I wonder why the Obama administration finds itself reacting to these things. Could it be because people are asking them to react? This is the kind of passive-voiced, "a firestorm of controversy is swirling" commentary that makes me crazy, because it cites the appearance of a thing as evidence that the thing itself exists. And in doing so, reinforces that appearance, conflates it with evidence, and elevates "stuff we kind of think already" to actual fact. You want to make an issue out of something? THEN MAKE AN ISSUE OUT OF IT. Knock off the fashion coverage. I know that's the only part of this that interests anybody, but come on.
Am I happy about the AP phone records sitch. Hell. No. Not okay. The administration should be "on the defensive" about that. But here's the thing, even there: The administration "being on the defensive" isn't the story. What is this, the NFL? The story is what was done and who did it, not how the Obama White House is starting to "seem:"
Taken together, though, these controversies project a less flattering image of truth-shading, hubris and intrusion. In the week of humiliating disclosures that started with last Wednesday's congressional hearing on Benghazi, Americans haven't seen the administration exhibit ... one shred of humility:
Ah. So it's about what words they use. The image they project. The proper pantomime of humility. The theater of the thing. If the administration would just be sufficiently servile, people wouldn't have died and none of this would be an issue anymore. If they'd just all hold their pickle forks the right way, I mean, honestly, how hard is that?
The easiest way for the president and his White House to further that rising suspicion — we emphasize that it's thus far unproven — is to demonstrate three things to his newly energized foes and to his friends who didn't expect this sort of conduct: that his subordinates will end their egregious stonewalling on Benghazi, will pursue the IRS scandal as high as it goes and will demand full disclosure of whether his Justice Department scrupulously followed the law in its pursuit of journalists' phone records.

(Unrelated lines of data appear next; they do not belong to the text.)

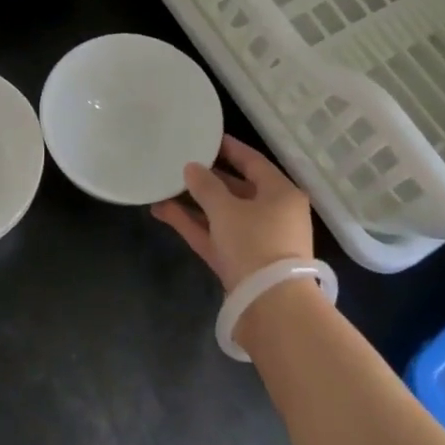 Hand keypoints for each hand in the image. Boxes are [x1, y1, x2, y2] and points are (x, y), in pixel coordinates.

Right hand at [151, 135, 314, 293]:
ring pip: (222, 214)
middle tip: (180, 162)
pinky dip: (193, 224)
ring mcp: (255, 241)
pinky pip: (215, 235)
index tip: (205, 137)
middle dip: (207, 178)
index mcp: (281, 193)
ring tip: (163, 186)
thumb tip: (191, 167)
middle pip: (237, 189)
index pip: (253, 162)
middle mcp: (273, 214)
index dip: (229, 148)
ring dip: (194, 203)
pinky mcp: (240, 263)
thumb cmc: (255, 243)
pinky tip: (163, 211)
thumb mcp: (227, 209)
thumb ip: (206, 186)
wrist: (270, 307) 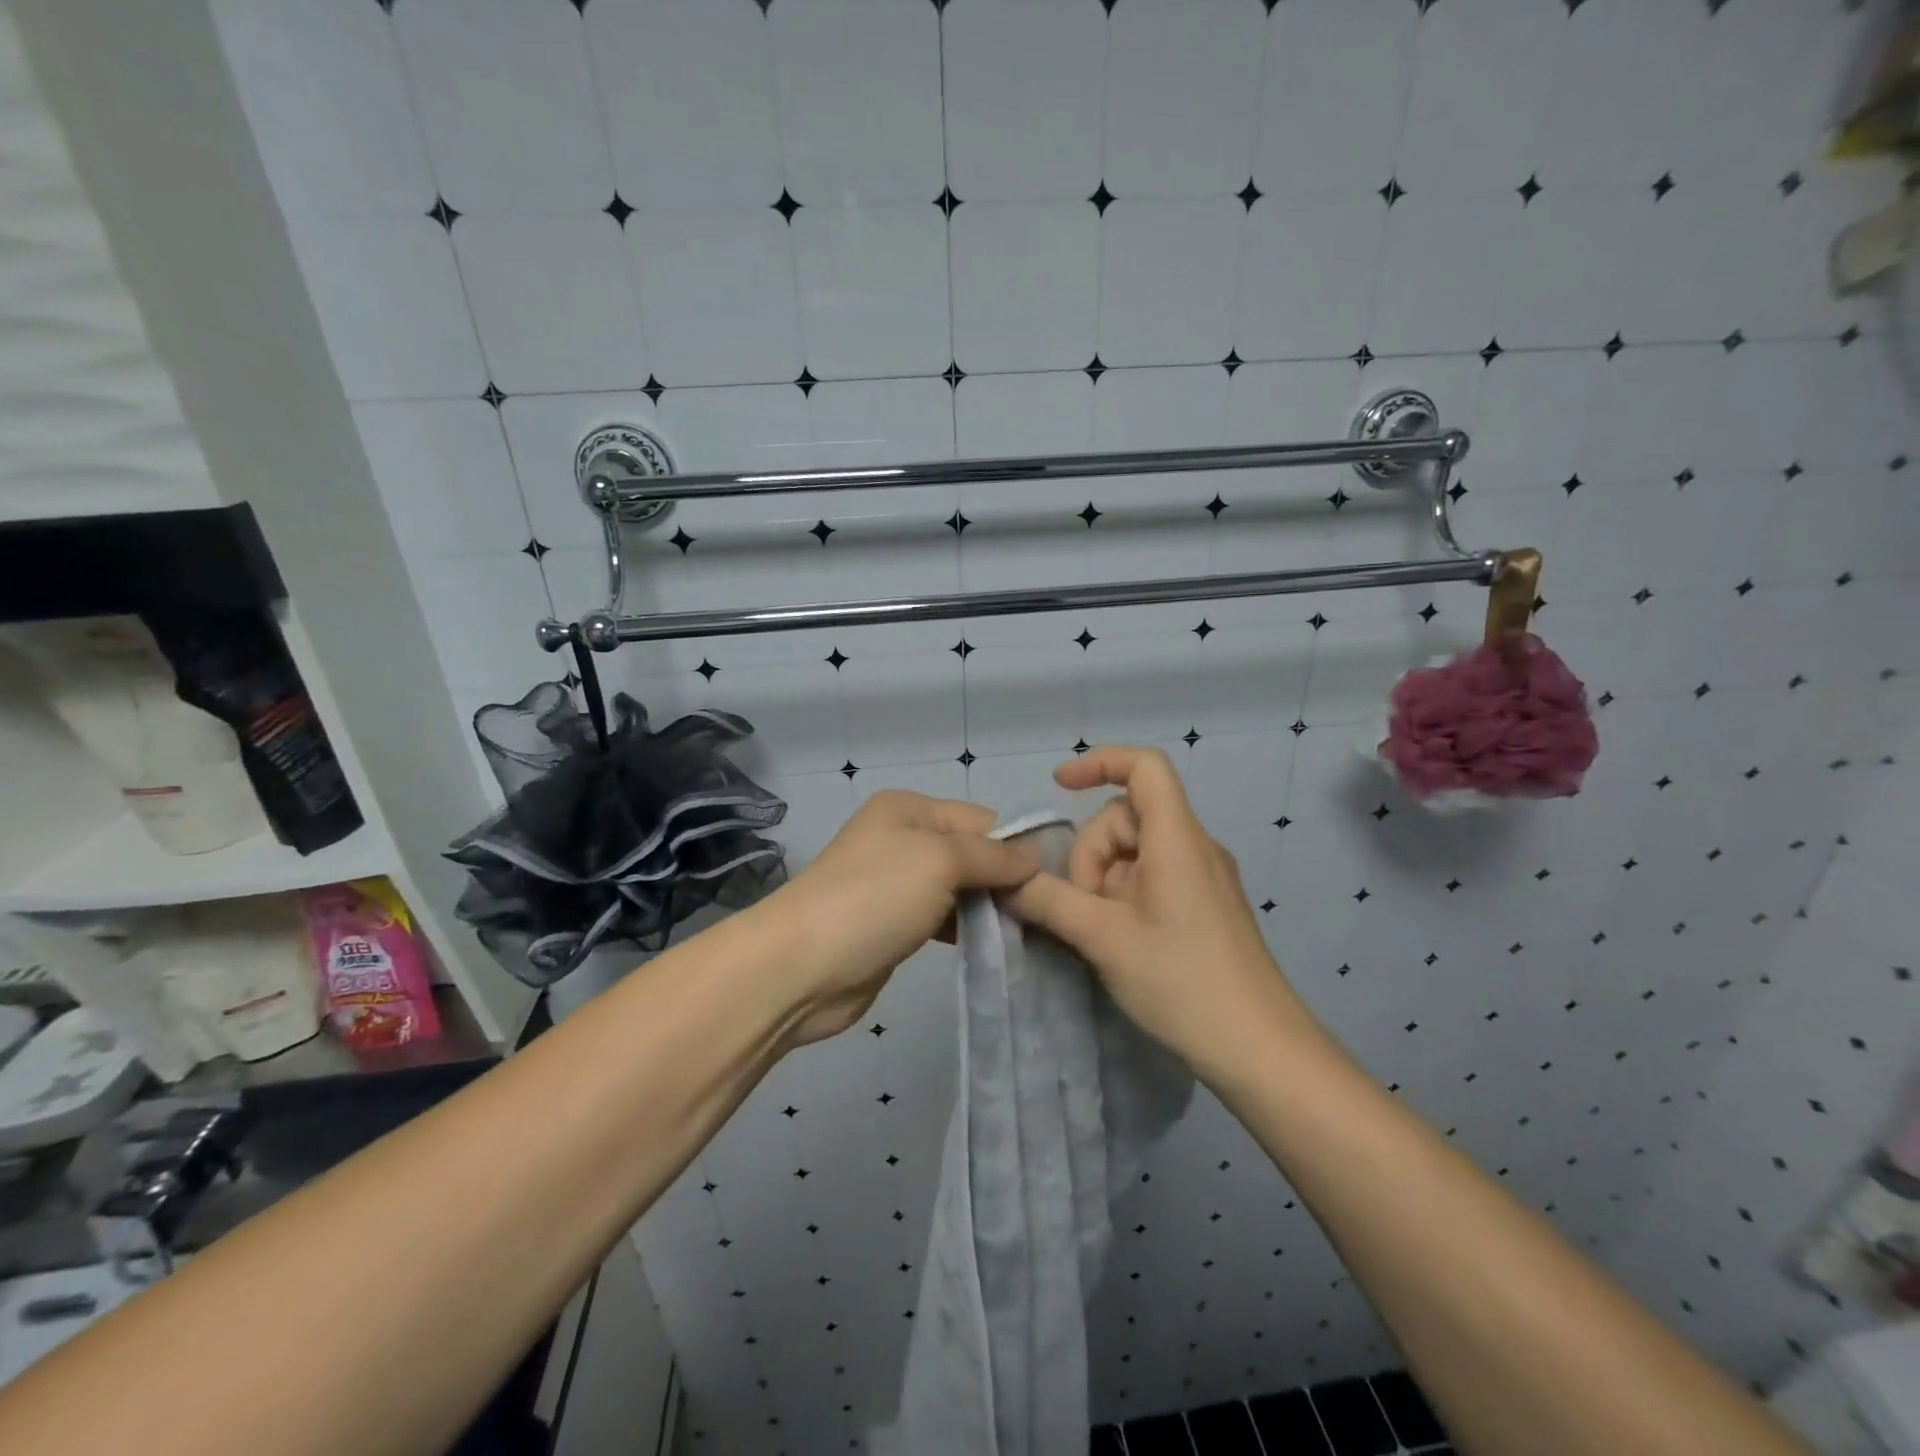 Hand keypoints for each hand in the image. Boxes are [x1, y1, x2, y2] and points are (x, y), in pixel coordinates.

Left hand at [770, 790, 1037, 1044]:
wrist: (801, 967)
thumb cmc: (873, 898)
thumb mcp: (939, 860)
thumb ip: (991, 856)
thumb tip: (1034, 859)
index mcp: (909, 809)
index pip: (981, 819)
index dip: (1016, 847)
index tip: (1055, 882)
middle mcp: (903, 839)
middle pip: (972, 854)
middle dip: (1006, 880)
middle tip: (1047, 913)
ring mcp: (897, 884)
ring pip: (960, 889)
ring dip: (990, 908)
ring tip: (1030, 932)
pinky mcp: (895, 924)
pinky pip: (944, 919)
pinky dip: (968, 929)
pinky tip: (996, 946)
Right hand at [1008, 746, 1314, 1073]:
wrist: (1259, 1049)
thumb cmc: (1182, 981)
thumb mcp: (1103, 938)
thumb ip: (1049, 901)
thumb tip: (1007, 880)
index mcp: (1176, 838)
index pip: (1144, 767)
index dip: (1100, 762)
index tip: (1059, 785)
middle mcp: (1194, 846)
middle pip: (1127, 816)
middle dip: (1092, 854)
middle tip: (1084, 909)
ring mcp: (1202, 877)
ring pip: (1136, 851)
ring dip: (1105, 880)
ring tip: (1102, 932)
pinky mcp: (1204, 906)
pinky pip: (1153, 877)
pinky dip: (1123, 895)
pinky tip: (1117, 938) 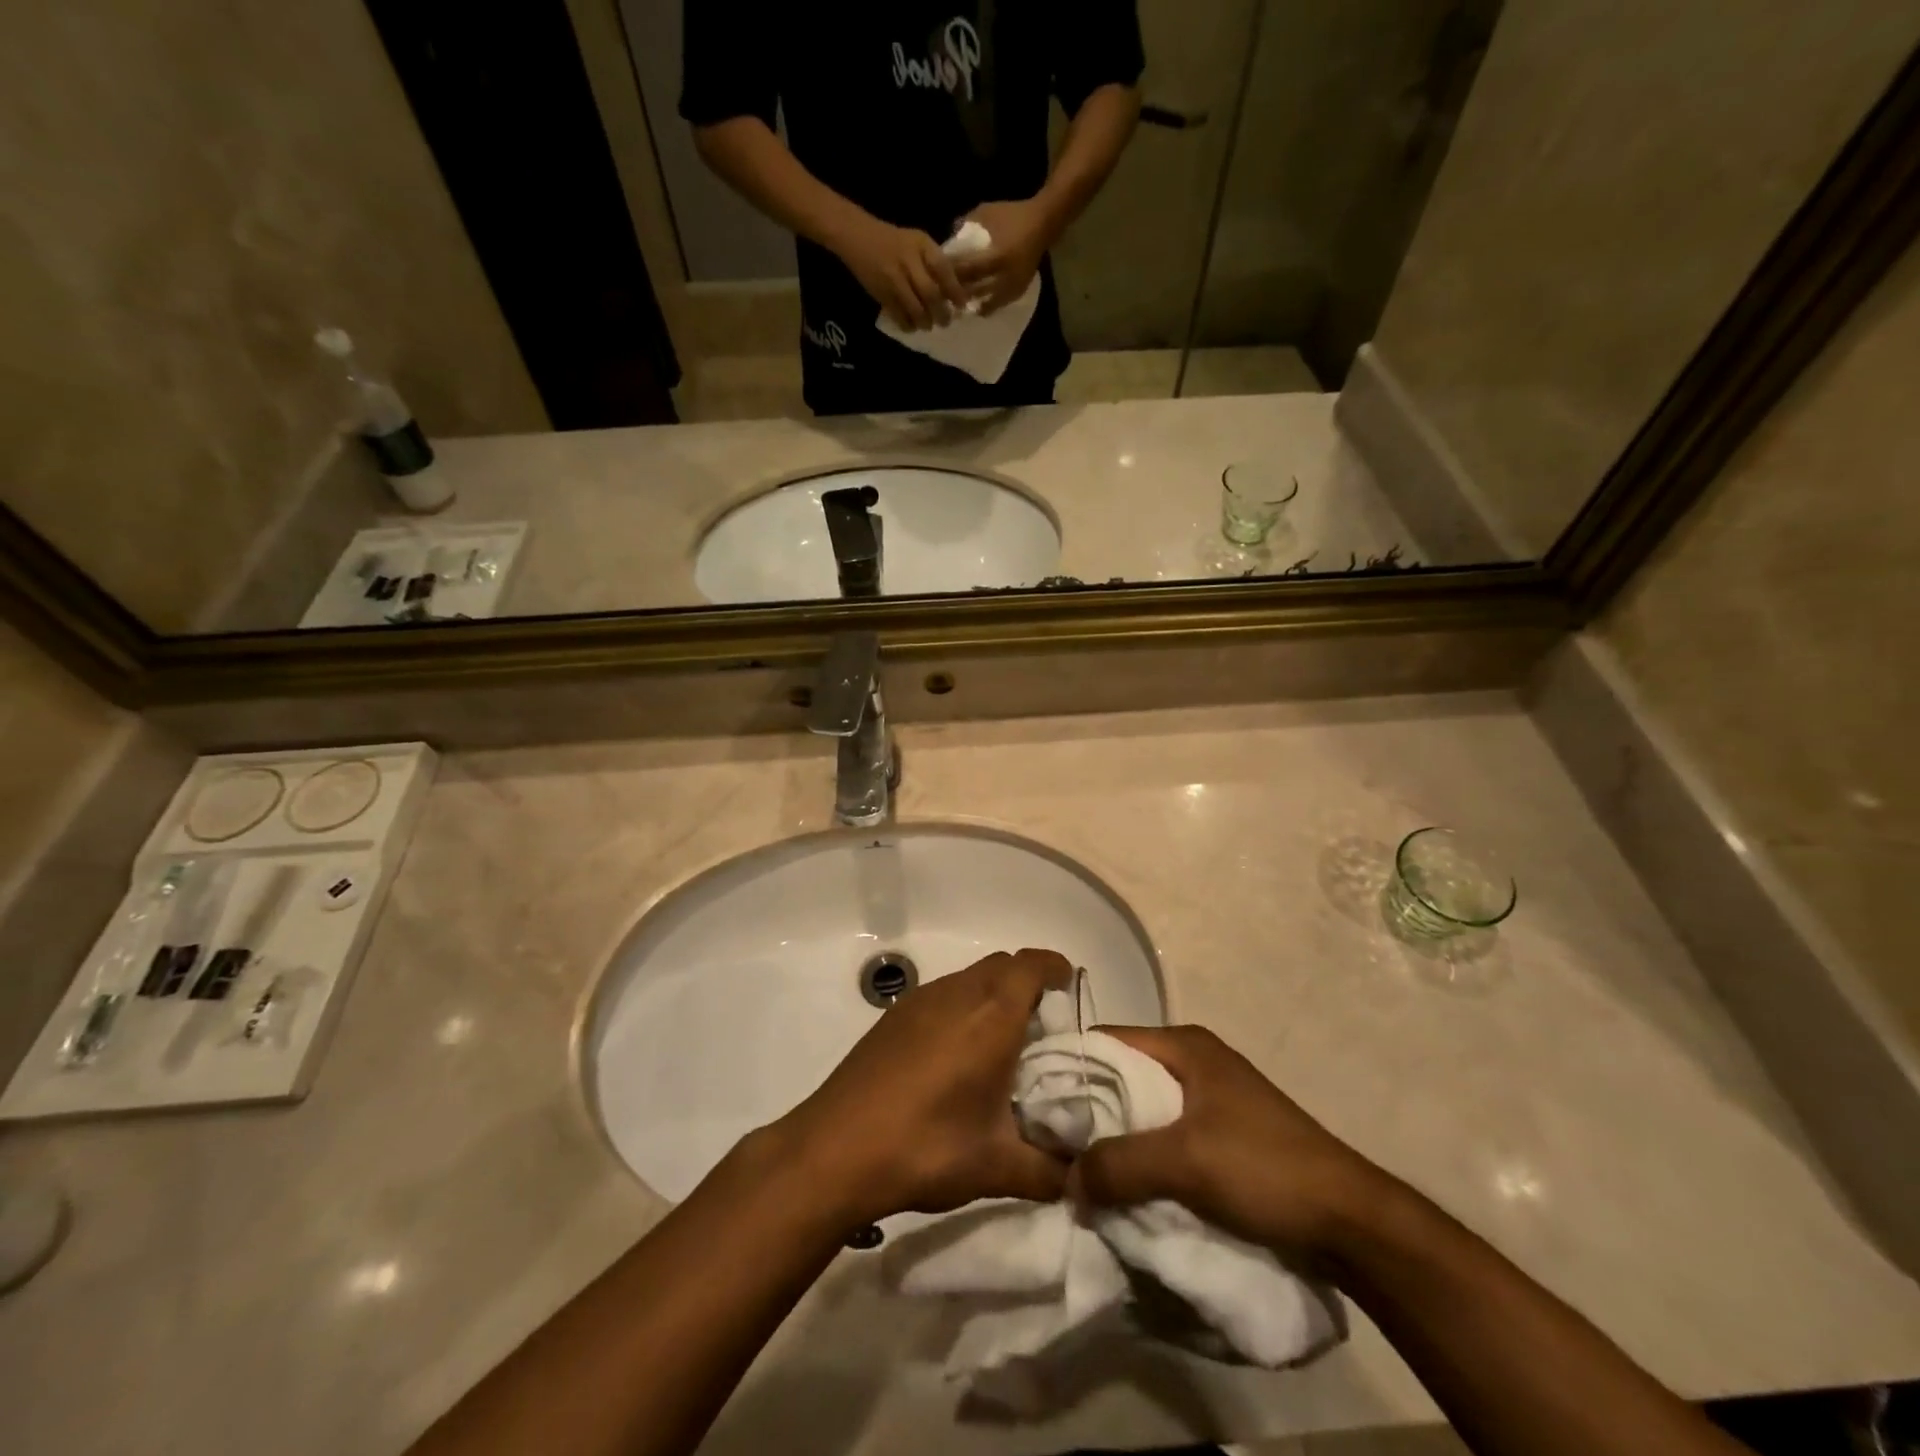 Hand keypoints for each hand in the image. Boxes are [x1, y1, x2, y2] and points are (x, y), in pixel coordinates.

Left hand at [774, 950, 1073, 1226]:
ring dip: (993, 994)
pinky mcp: (894, 1016)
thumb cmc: (925, 1147)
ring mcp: (920, 1000)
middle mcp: (957, 994)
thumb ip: (1050, 1172)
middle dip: (1029, 982)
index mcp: (991, 1016)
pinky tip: (956, 1056)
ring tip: (1001, 1044)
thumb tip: (1080, 1180)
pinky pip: (943, 993)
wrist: (835, 1149)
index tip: (1071, 988)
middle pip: (1003, 965)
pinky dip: (963, 1006)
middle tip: (1043, 1026)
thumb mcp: (996, 1168)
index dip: (1055, 968)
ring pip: (970, 977)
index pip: (1031, 965)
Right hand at [832, 214, 967, 330]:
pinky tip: (911, 326)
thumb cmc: (893, 241)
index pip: (943, 269)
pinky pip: (899, 315)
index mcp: (921, 245)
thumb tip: (954, 289)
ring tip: (928, 325)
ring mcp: (893, 278)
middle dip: (941, 312)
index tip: (962, 305)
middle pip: (930, 293)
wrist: (857, 237)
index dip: (955, 290)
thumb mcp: (916, 242)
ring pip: (915, 308)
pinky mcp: (881, 293)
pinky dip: (908, 324)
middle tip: (946, 322)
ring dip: (925, 322)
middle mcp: (908, 260)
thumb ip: (933, 261)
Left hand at [955, 199, 1057, 313]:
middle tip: (945, 295)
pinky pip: (999, 304)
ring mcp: (1013, 286)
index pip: (969, 270)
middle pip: (976, 290)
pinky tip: (976, 307)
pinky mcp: (1018, 291)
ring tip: (958, 305)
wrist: (1043, 223)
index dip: (953, 275)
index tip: (939, 276)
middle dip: (960, 293)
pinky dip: (987, 307)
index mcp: (997, 256)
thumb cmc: (1013, 215)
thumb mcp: (988, 212)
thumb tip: (948, 236)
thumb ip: (967, 223)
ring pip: (987, 303)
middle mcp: (1005, 276)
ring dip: (972, 304)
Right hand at [1071, 1025, 1397, 1258]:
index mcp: (1184, 1045)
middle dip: (1088, 1109)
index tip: (1032, 1099)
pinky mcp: (1221, 1134)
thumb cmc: (1265, 1168)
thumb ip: (1120, 1165)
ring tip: (1078, 1168)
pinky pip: (1164, 1135)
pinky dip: (1141, 1155)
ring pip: (1142, 1109)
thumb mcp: (1185, 1162)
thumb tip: (1066, 1181)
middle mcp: (1193, 1061)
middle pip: (1122, 1075)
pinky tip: (1122, 1183)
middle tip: (1051, 1142)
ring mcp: (1209, 1097)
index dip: (1068, 1066)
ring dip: (1115, 1138)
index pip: (1107, 1040)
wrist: (1352, 1222) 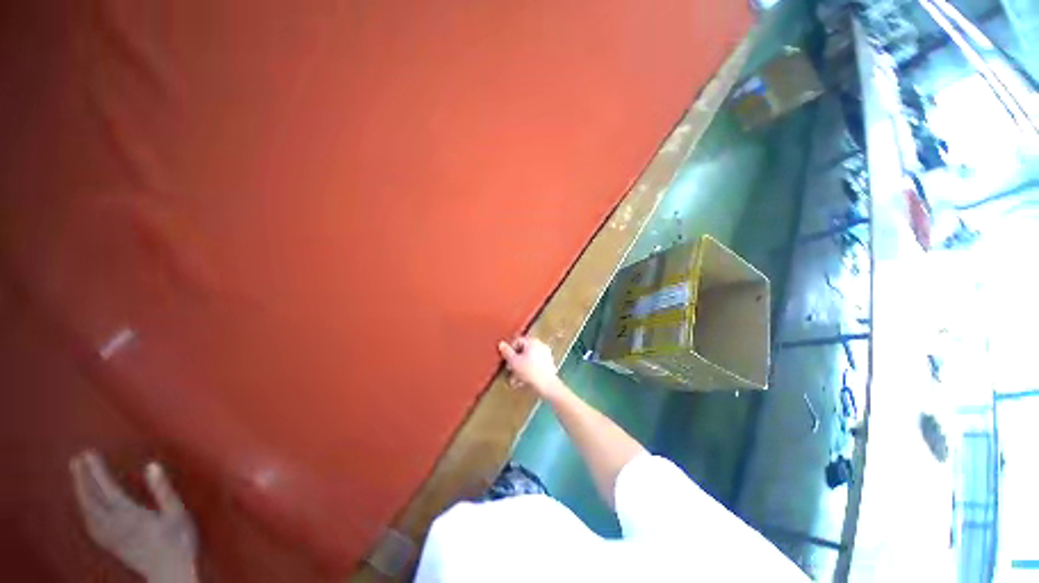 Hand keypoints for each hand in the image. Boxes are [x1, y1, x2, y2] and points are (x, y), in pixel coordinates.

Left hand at [70, 450, 198, 582]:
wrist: (171, 573)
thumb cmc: (178, 541)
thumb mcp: (177, 514)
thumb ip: (163, 490)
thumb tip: (151, 465)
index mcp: (131, 515)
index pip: (108, 489)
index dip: (97, 471)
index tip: (90, 453)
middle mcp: (115, 525)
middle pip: (92, 499)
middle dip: (83, 478)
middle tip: (77, 458)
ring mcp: (110, 536)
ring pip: (87, 511)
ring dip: (80, 491)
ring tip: (77, 475)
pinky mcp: (109, 543)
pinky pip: (90, 523)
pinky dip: (83, 508)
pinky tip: (83, 504)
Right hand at [498, 336, 564, 398]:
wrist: (547, 385)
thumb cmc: (529, 371)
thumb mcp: (514, 362)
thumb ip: (507, 352)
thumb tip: (501, 343)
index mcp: (532, 342)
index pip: (518, 341)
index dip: (510, 350)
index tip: (506, 359)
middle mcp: (541, 345)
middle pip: (524, 351)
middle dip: (515, 361)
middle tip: (509, 370)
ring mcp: (546, 355)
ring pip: (529, 360)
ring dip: (521, 368)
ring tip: (515, 379)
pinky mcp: (549, 365)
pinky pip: (536, 365)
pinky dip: (529, 371)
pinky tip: (523, 382) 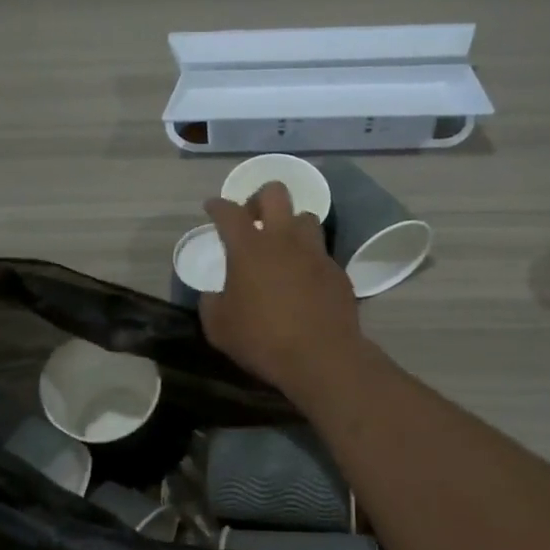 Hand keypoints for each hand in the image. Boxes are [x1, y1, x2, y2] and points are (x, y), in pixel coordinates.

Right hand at [200, 181, 362, 398]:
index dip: (217, 206)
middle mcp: (283, 239)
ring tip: (283, 247)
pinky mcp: (337, 271)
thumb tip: (214, 295)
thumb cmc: (262, 339)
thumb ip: (211, 304)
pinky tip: (304, 279)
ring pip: (305, 217)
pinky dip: (309, 258)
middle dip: (260, 199)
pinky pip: (321, 252)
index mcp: (249, 248)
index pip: (229, 212)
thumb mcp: (219, 328)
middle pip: (275, 193)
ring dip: (290, 225)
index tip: (212, 207)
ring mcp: (314, 252)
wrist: (321, 357)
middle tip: (252, 219) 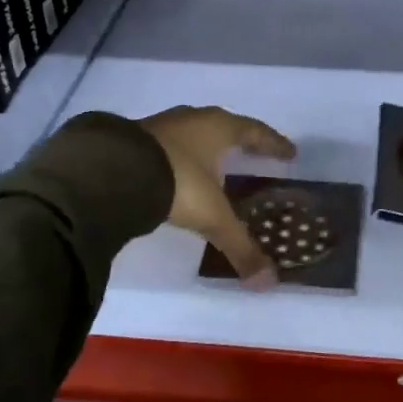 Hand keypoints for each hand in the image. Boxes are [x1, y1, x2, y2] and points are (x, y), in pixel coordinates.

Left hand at [139, 106, 297, 287]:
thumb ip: (240, 246)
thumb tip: (267, 282)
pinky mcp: (135, 138)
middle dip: (240, 141)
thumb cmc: (177, 183)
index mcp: (219, 128)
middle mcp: (193, 119)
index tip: (290, 152)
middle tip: (255, 154)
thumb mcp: (212, 216)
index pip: (255, 132)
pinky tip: (178, 171)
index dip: (273, 143)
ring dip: (207, 146)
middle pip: (225, 126)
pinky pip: (169, 144)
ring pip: (194, 132)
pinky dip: (180, 155)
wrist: (113, 171)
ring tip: (216, 163)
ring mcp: (162, 126)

We don't know if any of what Obama's critics are saying is true (on the IRS and Benghazi it's demonstrably not and has been proved not to be for some damn time) but the president needs to act like it is, to demonstrate, once again, the proper attitude to us. The president needs to concede every point, to prove that there are no points here, and maybe flog himself in the Rose Garden. You've got people screaming THIS HASN'T BEEN INVESTIGATED! and when you show them the records of the investigations they just keep yelling it, I mean, you tell me what can be done here in exactly 20 minutes that will solve the problem of every single person in America not knowing every detail of what happened. Should Obama go to everybody's house and read the paper to them?
Maybe that would clear up how he "seems."